There are two different sets of categories in cyber insurance: (1) First-party cover and third-party cover; and (2) stand-alone and packaged cyber insurance.
First-party cover
A more straightforward way to think of first-party coverage is, “If something happens to my business, this is what will be covered.” If cyber security risks materialize to you as the business owner, then these actions or costs will be shouldered by the insurer.
Third-party cover
Third-party coverage protects against a threat actor gaining access to your business, but they are only able to affect someone else’s information. In other words, they’re only able to attack someone else because they have breached your system. In such cases, the insurer accepts liability and undertakes these necessary steps at its own expense.
Business interruption
See “Why almost $3 Million data breach cost?”
Stand-alone vs. Packaged Cyber Insurance
A stand-alone cyber insurance policy covers all areas of cyber risk, whereas a packaged cyber insurance policy does not offer the full range of features.
There is a stand-alone cyber insurance product, as well as an option to purchase a packaged cyber insurance product. So if you have a commercial general insurance policy, there’s a way to add on a rider for cyber coverage. However, a rider typically only covers a few items, and its coverage can be limited in those areas, although it may also extend to other things.
In the cyber insurance industry, the most common cyber crimes that we see day in and day out are wire transfer fraud, annoying fake emails and texts, and phishing attempts.
This holds for both small- and large-scale events. These are the most common crime-related events, but unfortunately, these are typically not covered at all in packaged policies.
It’s wise to examine these stand-alone policies. Ensure that the coverage is comprehensive enough to protect against the most common cyber crimes.
“the most common cyber crimes that we see day in and day out are wire transfer fraud, annoying fake emails, and texts, and phishing attempts… unfortunately, these are typically not covered in packaged policies.”
Query: Are most people confused in thinking that if they have bundled or packaged insurance, they also have cybersecurity insurance?
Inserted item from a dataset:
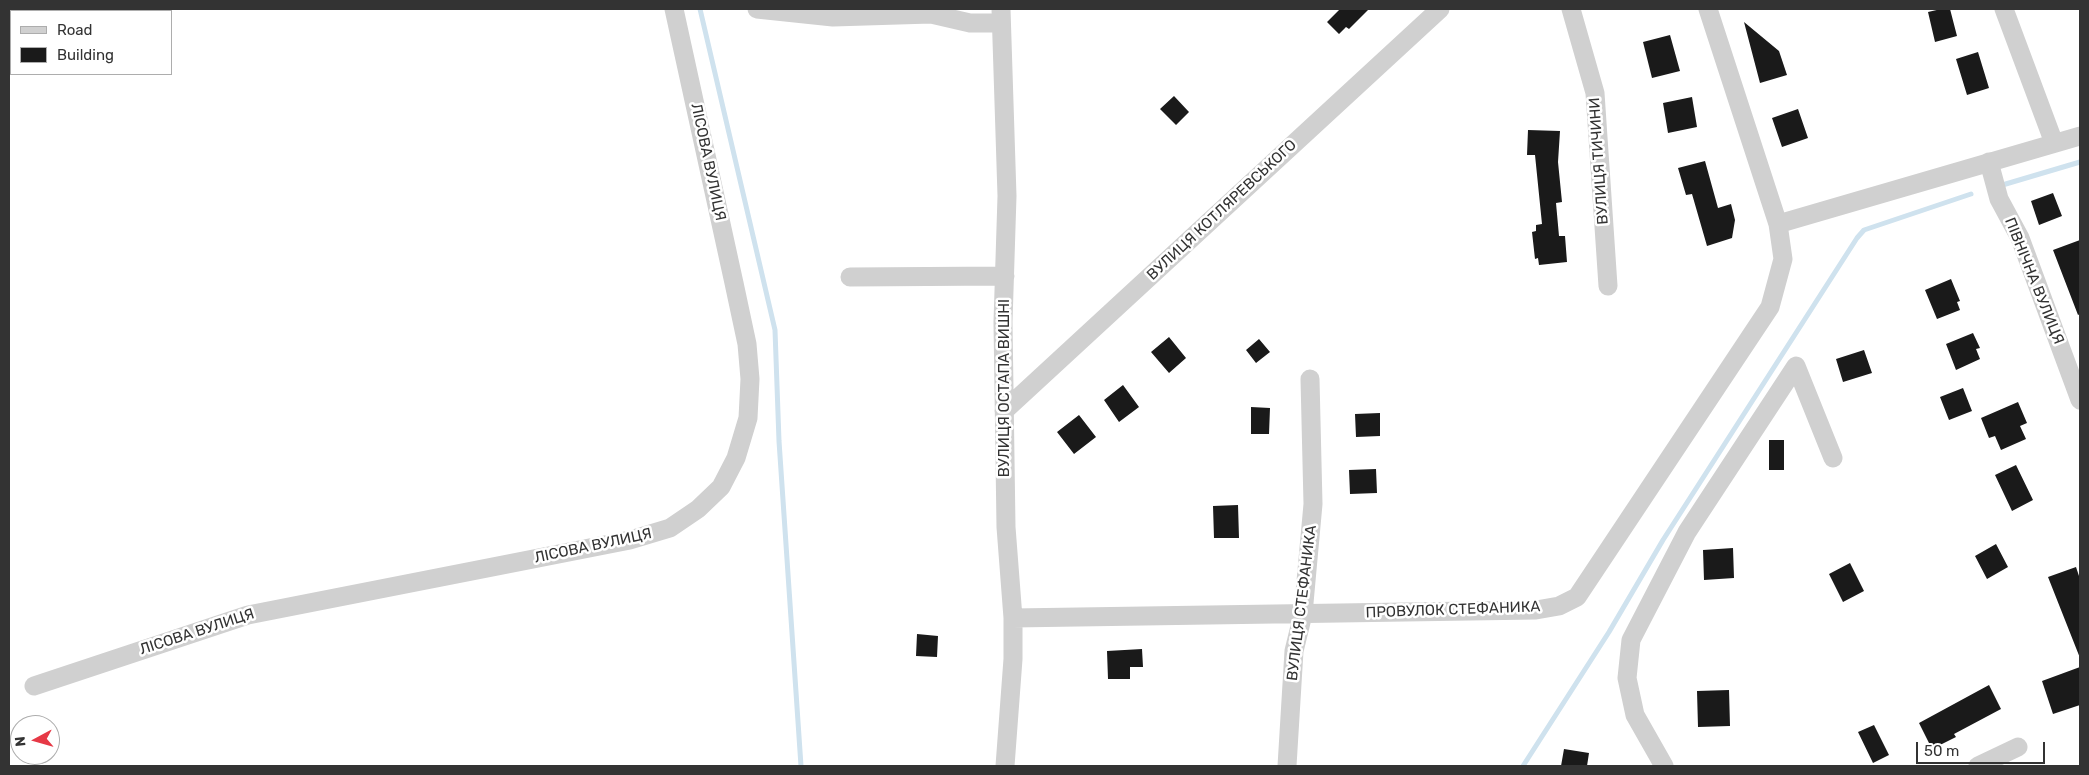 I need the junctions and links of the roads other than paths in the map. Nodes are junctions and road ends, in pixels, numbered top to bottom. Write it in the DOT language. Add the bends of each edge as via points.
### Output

Yes. That is spot on. Absolutely correct. That is a source of confusion for a good reason. They actually don’t have full cybersecurity insurance because they don’t have the full features that come with stand-alone cyber insurance.
They usually have a commercial policy, and they see an option to add on cyber coverage. If they are not reading through the details of the policy, someone might think, “Yeah, I already added cyber insurance.”
But it’s minimal when it’s a rider to a commercial policy. And that’s why it is so important to take the time to look at this, so everyone can understand what they have. Although it is still better than having nothing, a stand-alone policy will provide comprehensive coverage for all these threats, rather than relying on packaged or add-on riders.
It makes us nervous because people think they have cyber insurance, but it really only covers a small percentage of the threats out there.
Indeed, it is spot on to say that people are rightfully confused.
Cyber insurance has only been emerging for the last few years and is still not yet standardized as an insurance product; however, it is starting to become more standardized.
People are rightfully confused, and that’s why we seize these opportunities to provide as much education as possible.